• [WHAT IS EXPECTED] In your transcription, keep every record exact and leave out the pictures.
□ □ □ □ □ □ □
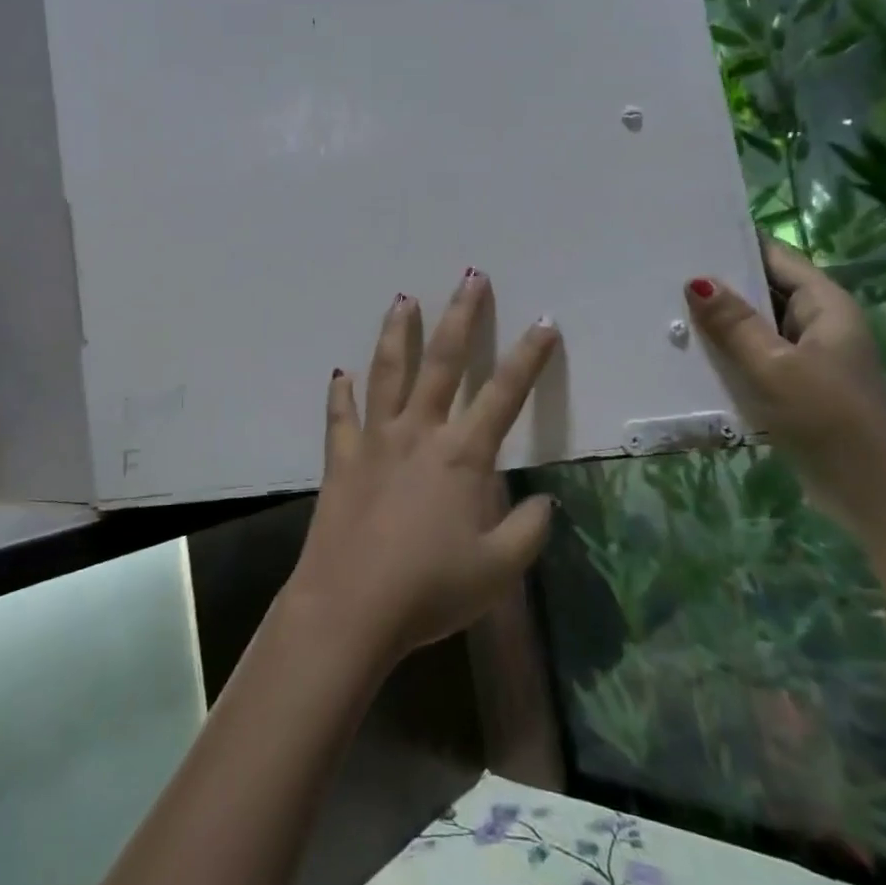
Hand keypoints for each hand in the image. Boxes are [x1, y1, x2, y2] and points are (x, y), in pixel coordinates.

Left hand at [285, 269, 561, 665]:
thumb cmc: (429, 589)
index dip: (529, 356)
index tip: (545, 321)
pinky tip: (340, 373)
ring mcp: (374, 441)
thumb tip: (545, 501)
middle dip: (462, 316)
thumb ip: (529, 530)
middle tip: (470, 277)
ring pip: (388, 372)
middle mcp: (419, 433)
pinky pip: (340, 417)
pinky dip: (341, 393)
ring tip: (403, 300)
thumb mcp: (498, 570)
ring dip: (398, 334)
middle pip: (444, 362)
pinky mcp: (340, 459)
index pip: (505, 394)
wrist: (351, 607)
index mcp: (462, 455)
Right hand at [686, 238, 885, 535]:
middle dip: (719, 284)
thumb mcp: (774, 367)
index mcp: (826, 306)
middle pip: (764, 289)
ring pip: (757, 326)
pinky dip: (729, 352)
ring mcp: (809, 357)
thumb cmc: (828, 419)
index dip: (735, 244)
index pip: (776, 257)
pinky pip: (757, 356)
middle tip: (663, 273)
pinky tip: (691, 354)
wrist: (873, 494)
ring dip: (721, 322)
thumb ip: (735, 324)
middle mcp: (820, 323)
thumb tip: (696, 280)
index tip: (686, 236)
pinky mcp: (797, 386)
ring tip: (665, 307)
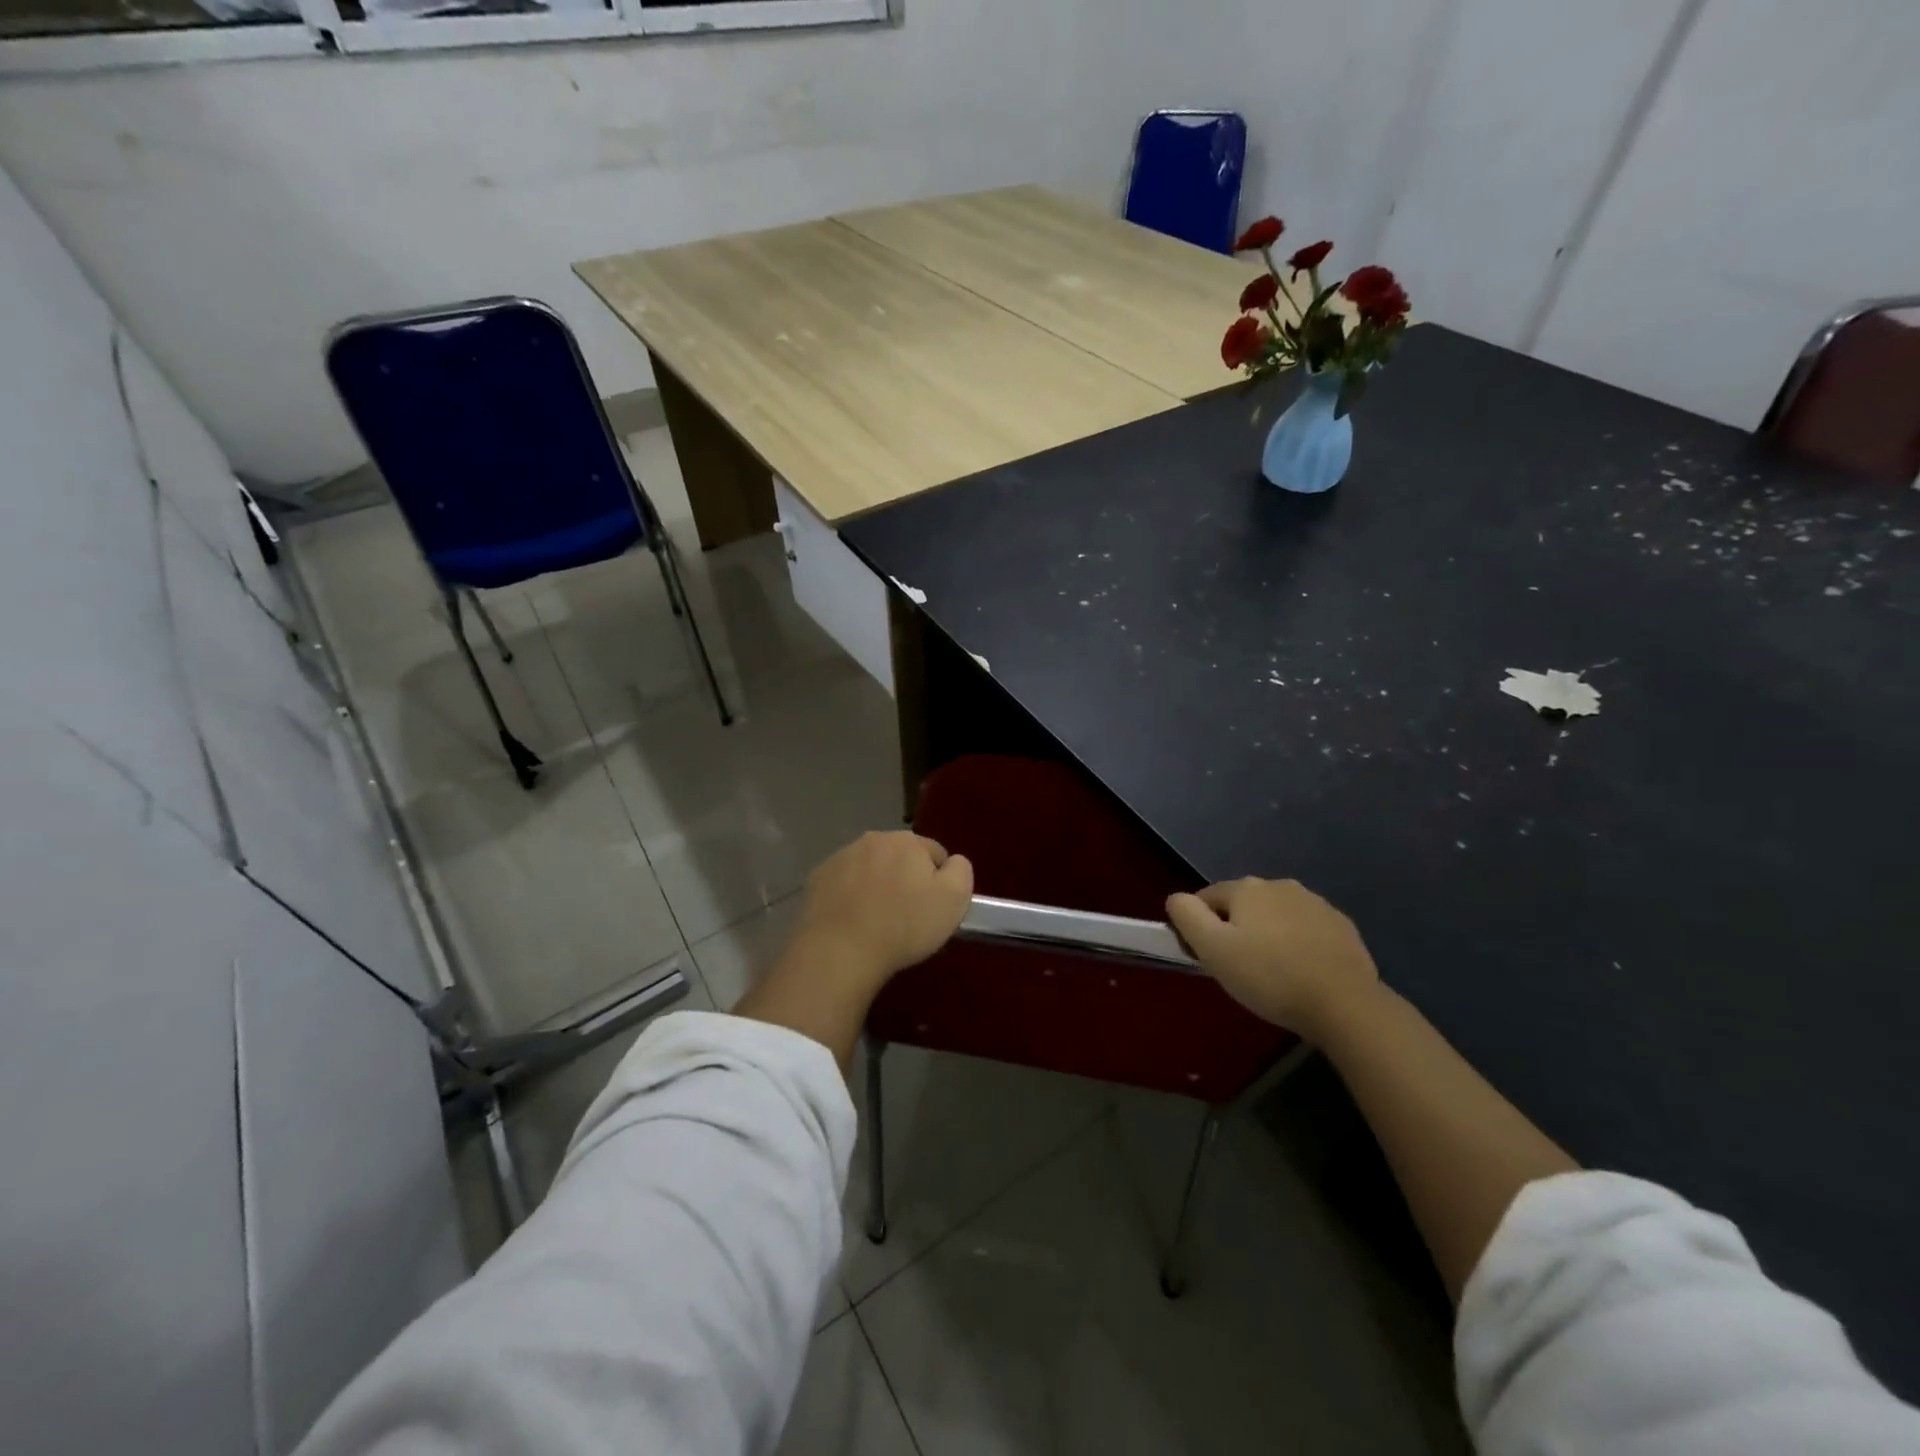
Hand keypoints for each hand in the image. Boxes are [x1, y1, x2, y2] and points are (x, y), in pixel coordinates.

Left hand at [788, 831, 973, 989]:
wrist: (840, 950)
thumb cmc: (904, 925)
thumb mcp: (954, 900)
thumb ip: (961, 872)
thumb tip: (952, 863)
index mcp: (907, 840)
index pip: (935, 853)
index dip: (940, 881)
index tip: (934, 909)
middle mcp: (872, 839)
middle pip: (899, 858)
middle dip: (905, 879)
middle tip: (907, 916)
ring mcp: (840, 857)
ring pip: (869, 869)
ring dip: (876, 886)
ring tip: (877, 923)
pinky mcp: (817, 879)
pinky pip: (843, 885)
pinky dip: (850, 897)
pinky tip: (853, 923)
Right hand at [1166, 878, 1379, 1040]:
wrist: (1345, 1004)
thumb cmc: (1269, 976)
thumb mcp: (1212, 949)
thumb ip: (1186, 916)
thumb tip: (1176, 899)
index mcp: (1246, 888)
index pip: (1207, 898)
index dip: (1200, 928)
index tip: (1207, 959)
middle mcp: (1280, 885)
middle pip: (1243, 905)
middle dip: (1236, 930)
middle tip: (1239, 969)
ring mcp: (1316, 903)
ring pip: (1276, 916)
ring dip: (1269, 936)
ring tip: (1273, 974)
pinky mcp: (1342, 926)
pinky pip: (1307, 930)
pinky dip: (1299, 945)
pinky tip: (1303, 973)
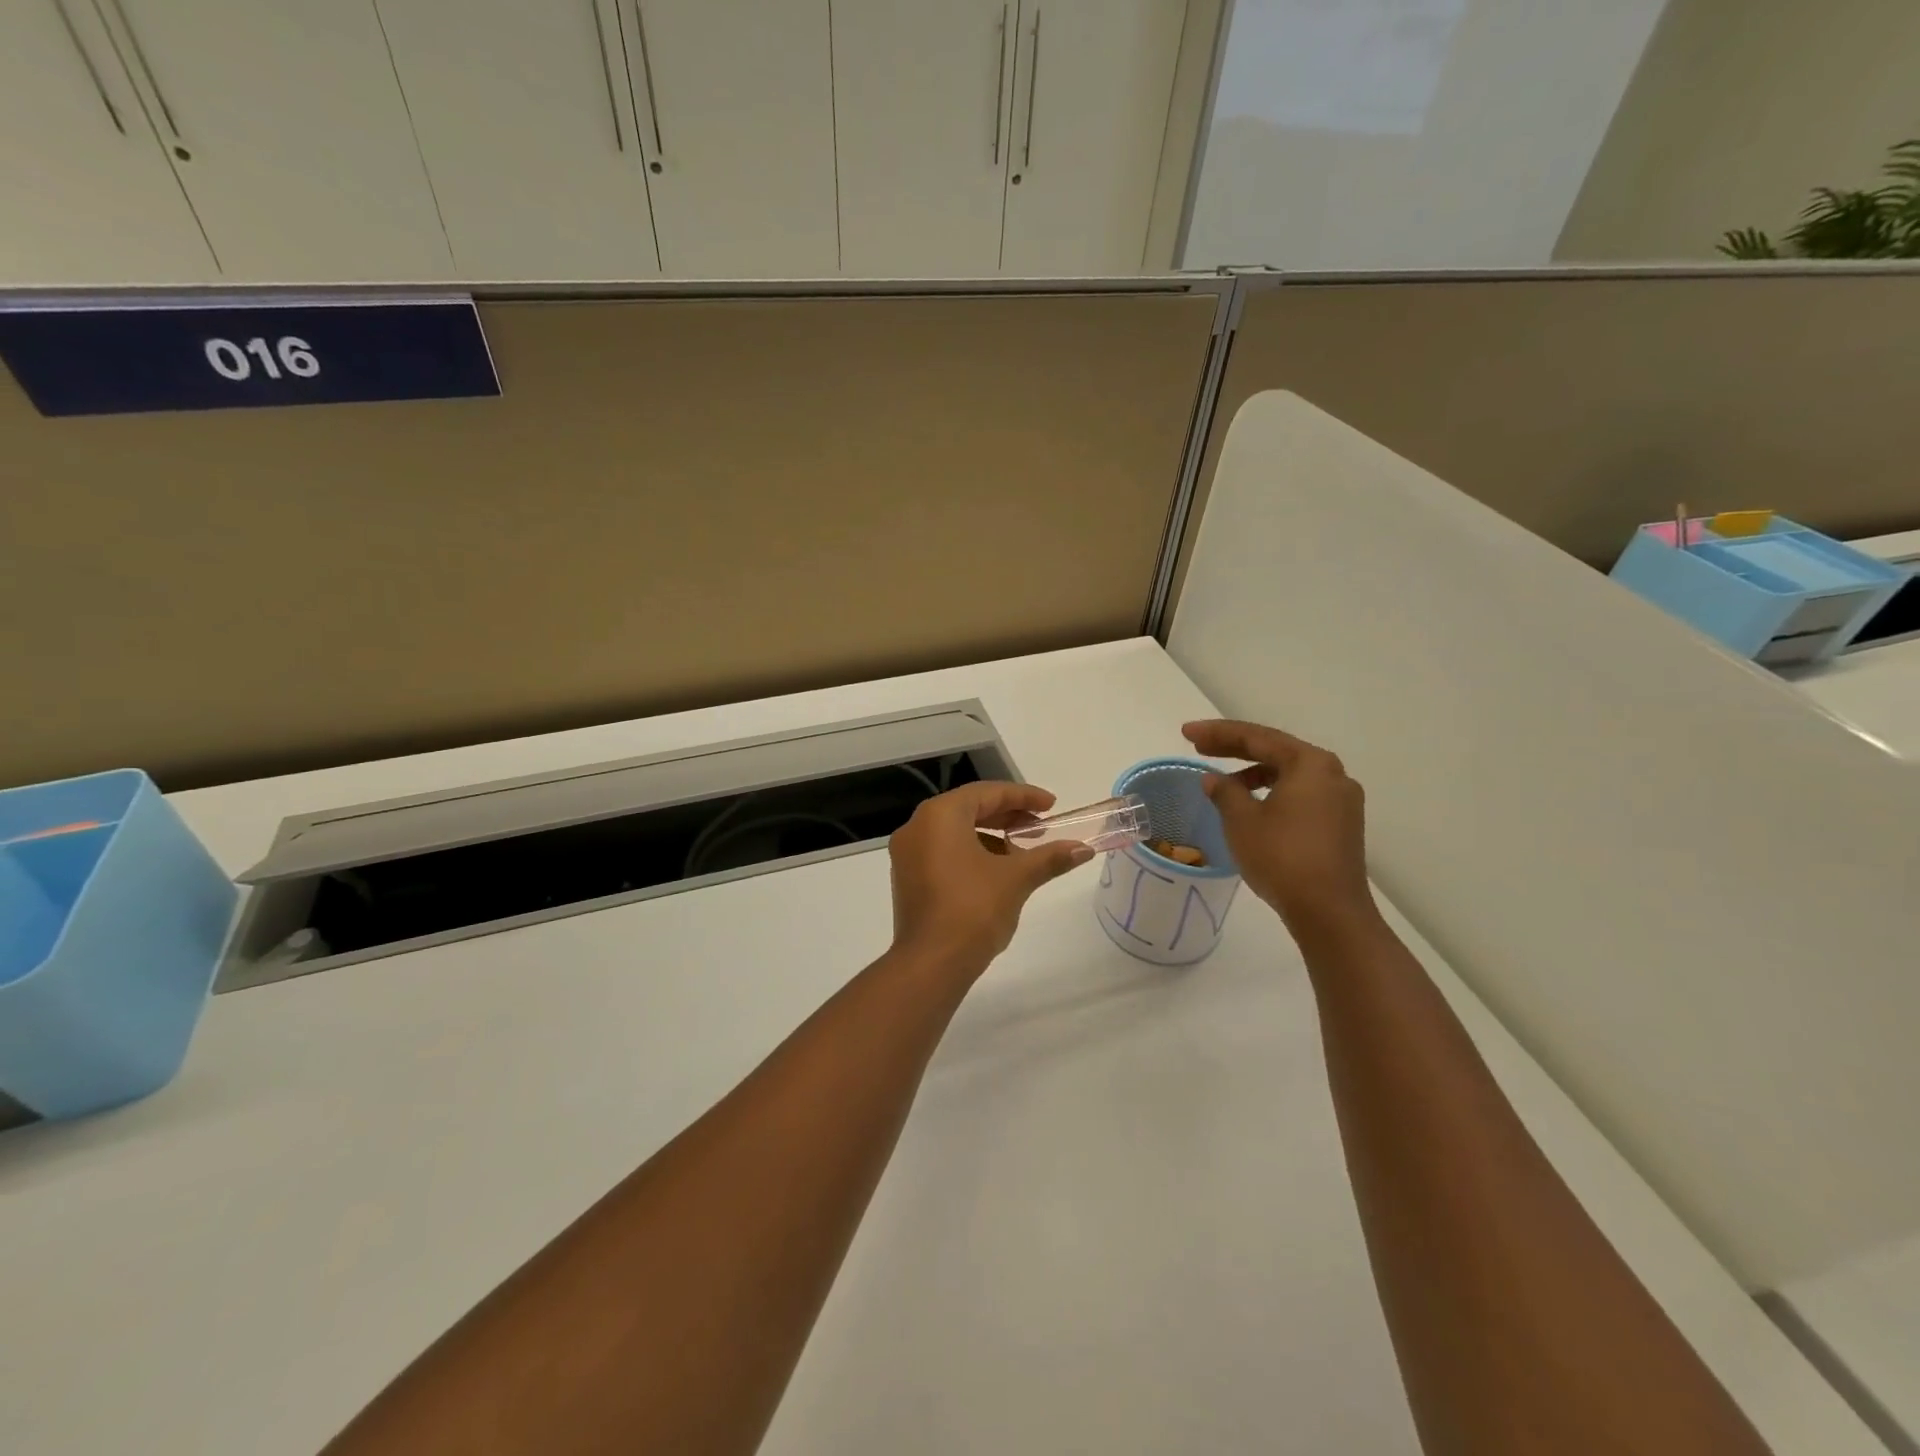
□ □ □ □ □ □ □
• [FINISHED EXERCISE]
Hand keypoints for each hand in the image. Boxes are [x1, y1, x2, y2] and points are (x, y), in pixel coordinates.

Left hand at [285, 269, 561, 665]:
thumb cmc: (429, 589)
index dip: (529, 356)
index tip: (545, 321)
pinky tip: (340, 373)
ring mcp: (374, 441)
thumb tip: (545, 501)
middle dip: (462, 316)
thumb ip: (529, 530)
middle tip: (470, 277)
ring pip: (388, 372)
middle mcp: (419, 433)
pinky pip: (340, 417)
pinky dip: (341, 393)
ring tip: (403, 300)
thumb mcp: (498, 570)
ring dip: (398, 334)
middle pip: (444, 362)
pinky mcp: (340, 459)
index pip: (505, 394)
wrist: (351, 607)
index mcp: (462, 455)
Right hand at [686, 238, 885, 535]:
middle dip: (719, 284)
thumb mcp: (774, 367)
index mcp: (826, 306)
middle pip: (764, 289)
ring pip: (757, 326)
pinky dip: (729, 352)
ring mcp: (809, 357)
thumb cmc: (828, 419)
index dip: (735, 244)
index pip: (776, 257)
pinky pip: (757, 356)
middle tip: (663, 273)
pinky tip: (691, 354)
wrist: (873, 494)
ring dip: (721, 322)
thumb ip: (735, 324)
middle mcp: (820, 323)
thumb tip: (696, 280)
index tip: (686, 236)
pinky mcp: (797, 386)
ring tip: (665, 307)
Hand keypoints for each hand in the image. Boxes are [x1, y1, x2, y2] and points are (x, y), in pixel coordinates.

Left hand at [788, 831, 973, 989]:
wrist: (840, 950)
thumb cmc: (904, 925)
thumb mcp: (954, 900)
thumb ip: (961, 872)
thumb tip: (952, 863)
index mcp: (907, 840)
index pip: (935, 853)
index dip: (940, 881)
index tip: (934, 909)
middle mcp: (872, 839)
middle pip: (899, 858)
middle dip: (905, 879)
middle tip: (907, 916)
ring mcp: (840, 857)
ring pip: (869, 869)
ring dip: (876, 886)
ring tip: (877, 923)
pinky mcp: (817, 879)
pinky pip: (843, 885)
pinky dip: (850, 897)
pinky tip: (853, 923)
Right hand at [1166, 878, 1379, 1040]:
wrist: (1345, 1004)
thumb cmc: (1269, 976)
thumb mcp: (1212, 949)
thumb ip: (1186, 916)
thumb tip: (1176, 899)
index mcp: (1246, 888)
index pip: (1207, 898)
index dip: (1200, 928)
index tip: (1207, 959)
middle mcp: (1280, 885)
middle pip: (1243, 905)
middle dip: (1236, 930)
middle tip: (1239, 969)
ring mcp: (1316, 903)
ring pip: (1276, 916)
ring dip: (1269, 936)
ring tip: (1273, 974)
pinky mcp: (1342, 926)
pinky pip: (1307, 930)
pinky dip: (1299, 945)
pinky tip: (1303, 973)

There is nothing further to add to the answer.